YOUR ASSIGNMENT — The lines to find are those in the entries that hold the word "Right"; copy every one of them.

(Bounding boxes with keypoints)
● ● ● ● ● ● ●

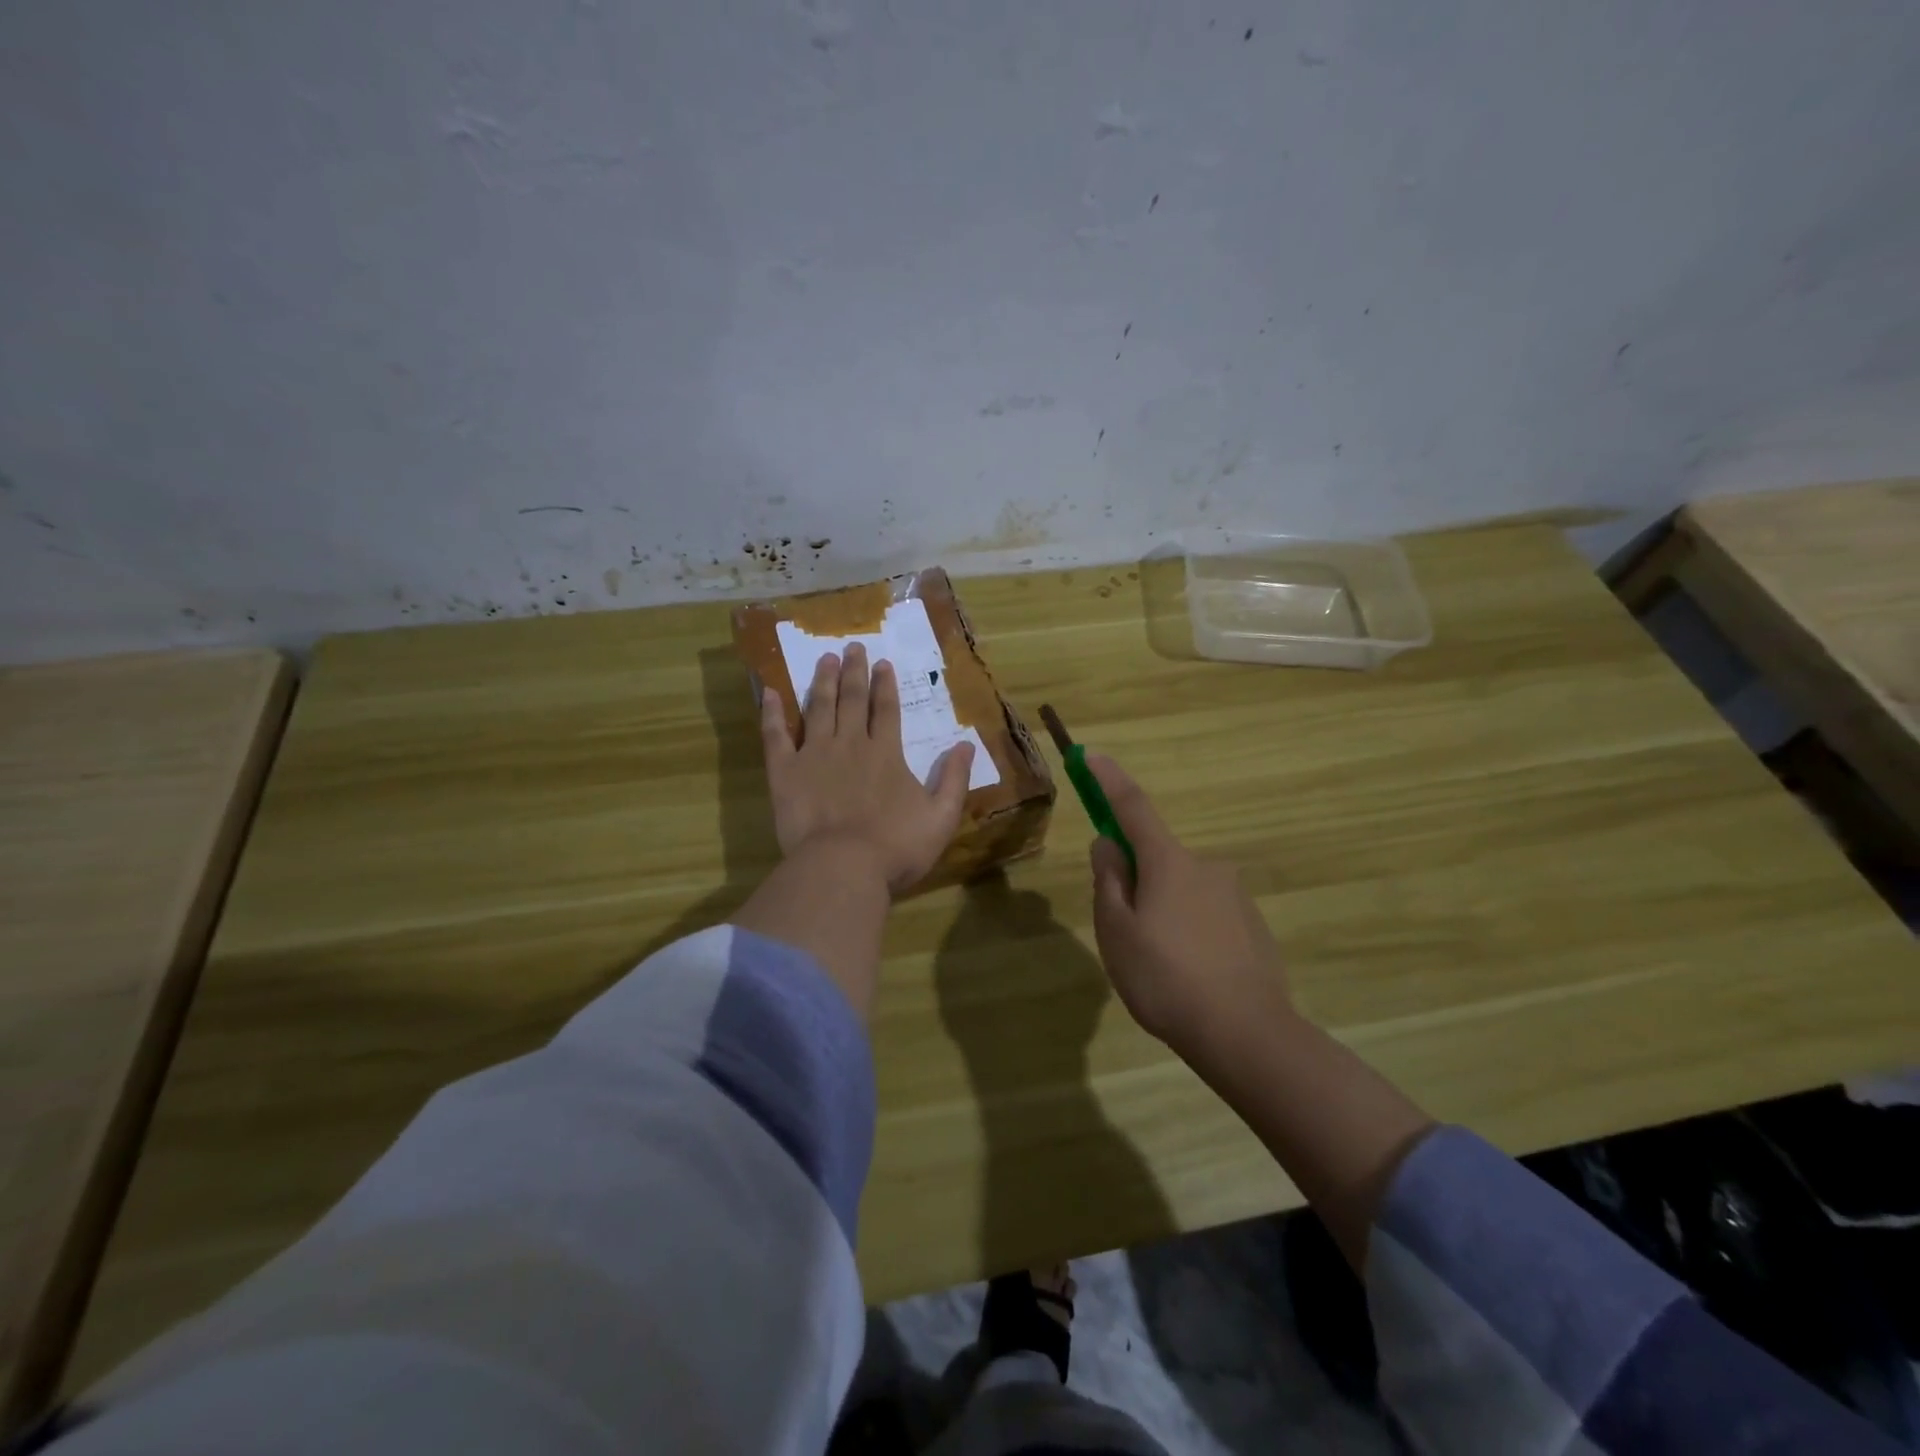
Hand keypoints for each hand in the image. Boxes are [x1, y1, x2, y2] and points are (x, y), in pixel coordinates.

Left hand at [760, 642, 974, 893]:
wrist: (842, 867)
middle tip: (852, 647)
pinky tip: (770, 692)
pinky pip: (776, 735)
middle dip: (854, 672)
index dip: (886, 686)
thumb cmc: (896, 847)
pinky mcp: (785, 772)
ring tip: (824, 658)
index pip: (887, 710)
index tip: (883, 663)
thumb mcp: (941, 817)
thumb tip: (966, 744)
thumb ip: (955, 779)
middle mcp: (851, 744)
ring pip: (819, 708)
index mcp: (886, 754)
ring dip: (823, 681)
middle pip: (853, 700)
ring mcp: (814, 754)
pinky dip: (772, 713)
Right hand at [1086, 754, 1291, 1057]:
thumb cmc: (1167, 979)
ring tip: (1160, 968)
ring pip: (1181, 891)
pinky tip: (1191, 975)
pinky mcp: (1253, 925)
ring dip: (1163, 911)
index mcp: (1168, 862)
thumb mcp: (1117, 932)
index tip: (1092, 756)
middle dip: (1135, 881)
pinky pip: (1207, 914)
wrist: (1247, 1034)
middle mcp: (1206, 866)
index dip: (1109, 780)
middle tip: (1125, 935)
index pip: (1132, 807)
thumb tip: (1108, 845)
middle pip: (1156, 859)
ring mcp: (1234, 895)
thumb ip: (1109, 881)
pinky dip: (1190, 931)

● ● ● ● ● ● ●

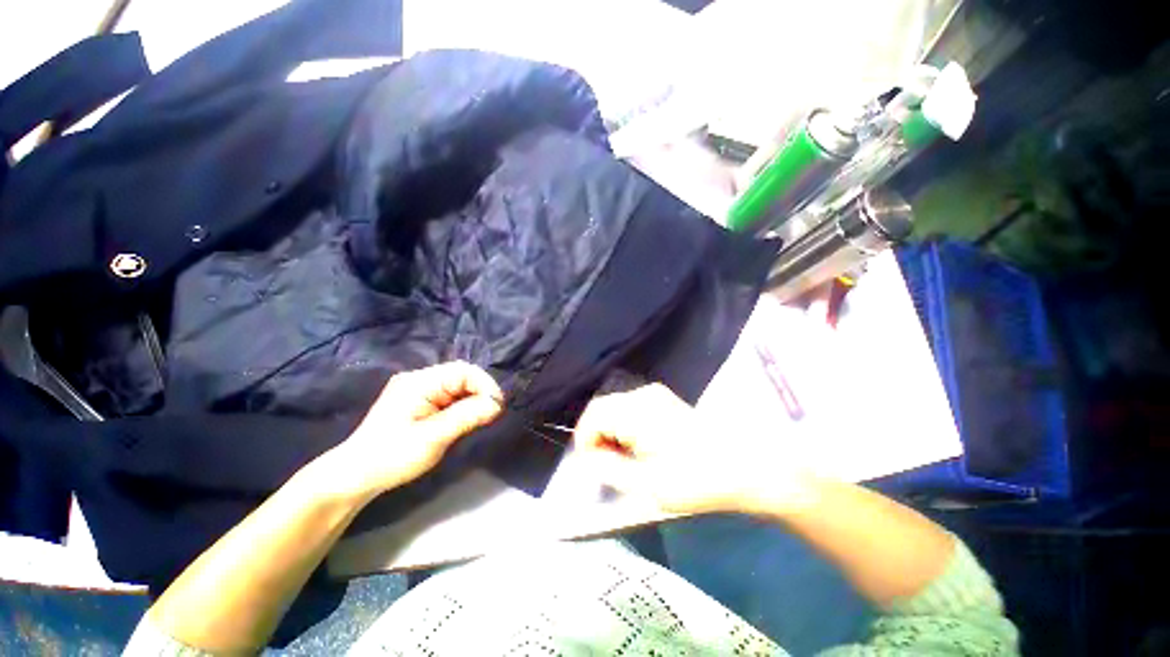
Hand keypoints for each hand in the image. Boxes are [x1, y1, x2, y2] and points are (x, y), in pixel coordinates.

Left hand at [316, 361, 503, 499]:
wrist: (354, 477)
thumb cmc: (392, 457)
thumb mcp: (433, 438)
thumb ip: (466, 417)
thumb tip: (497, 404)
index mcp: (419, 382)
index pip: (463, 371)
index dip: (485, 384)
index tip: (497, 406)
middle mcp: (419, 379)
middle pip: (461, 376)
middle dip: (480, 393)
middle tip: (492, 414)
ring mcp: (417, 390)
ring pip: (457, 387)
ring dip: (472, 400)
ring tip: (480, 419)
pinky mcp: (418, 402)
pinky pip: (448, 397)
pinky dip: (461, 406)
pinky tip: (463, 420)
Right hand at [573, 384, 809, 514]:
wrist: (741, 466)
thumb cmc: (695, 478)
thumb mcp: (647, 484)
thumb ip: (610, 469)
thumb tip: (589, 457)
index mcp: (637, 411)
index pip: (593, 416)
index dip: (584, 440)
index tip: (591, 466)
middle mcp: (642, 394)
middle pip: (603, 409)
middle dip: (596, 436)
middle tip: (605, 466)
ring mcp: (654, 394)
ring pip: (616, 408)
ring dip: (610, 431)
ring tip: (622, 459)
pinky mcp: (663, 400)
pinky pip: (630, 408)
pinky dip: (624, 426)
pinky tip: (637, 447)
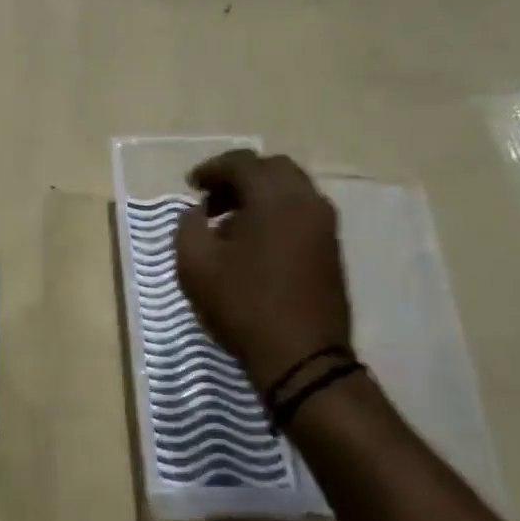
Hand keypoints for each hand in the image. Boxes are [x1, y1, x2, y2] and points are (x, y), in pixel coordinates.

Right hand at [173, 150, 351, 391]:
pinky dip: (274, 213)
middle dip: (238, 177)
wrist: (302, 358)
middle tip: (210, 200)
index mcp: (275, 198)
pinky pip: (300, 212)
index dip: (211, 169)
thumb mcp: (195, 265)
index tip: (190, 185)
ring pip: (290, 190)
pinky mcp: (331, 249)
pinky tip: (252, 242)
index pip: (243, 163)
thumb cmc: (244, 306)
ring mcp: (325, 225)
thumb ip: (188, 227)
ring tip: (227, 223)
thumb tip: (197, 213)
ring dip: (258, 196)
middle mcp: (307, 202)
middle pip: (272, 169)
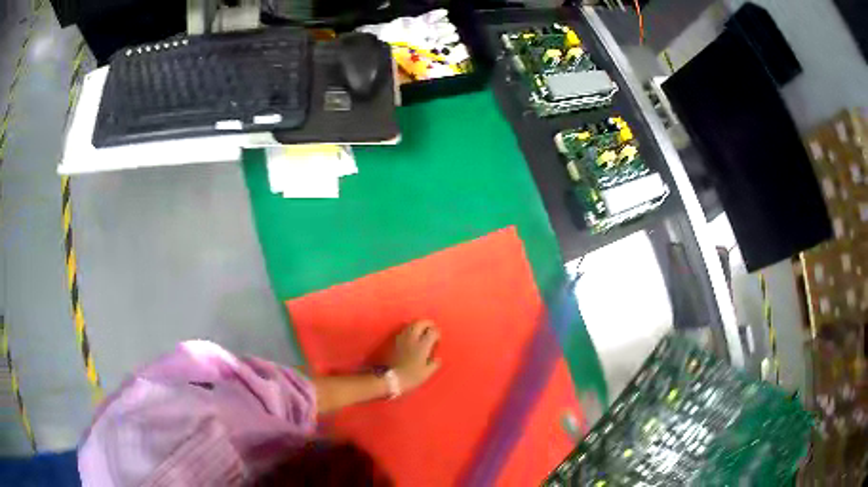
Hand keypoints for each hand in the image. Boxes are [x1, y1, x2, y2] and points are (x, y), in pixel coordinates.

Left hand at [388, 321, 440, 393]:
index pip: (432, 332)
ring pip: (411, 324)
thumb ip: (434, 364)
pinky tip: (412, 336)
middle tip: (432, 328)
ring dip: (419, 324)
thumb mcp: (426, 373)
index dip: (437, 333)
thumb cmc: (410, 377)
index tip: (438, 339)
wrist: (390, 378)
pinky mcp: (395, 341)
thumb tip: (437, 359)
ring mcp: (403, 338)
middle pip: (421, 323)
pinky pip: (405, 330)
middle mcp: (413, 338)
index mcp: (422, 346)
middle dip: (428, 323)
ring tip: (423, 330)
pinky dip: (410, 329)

● ● ● ● ● ● ●

RESULT FOR THIS EXERCISE —
Right hand at [1086, 754, 1291, 1057]:
Right hand at [573, 384, 809, 514]:
Right hand at [173, 150, 351, 391]:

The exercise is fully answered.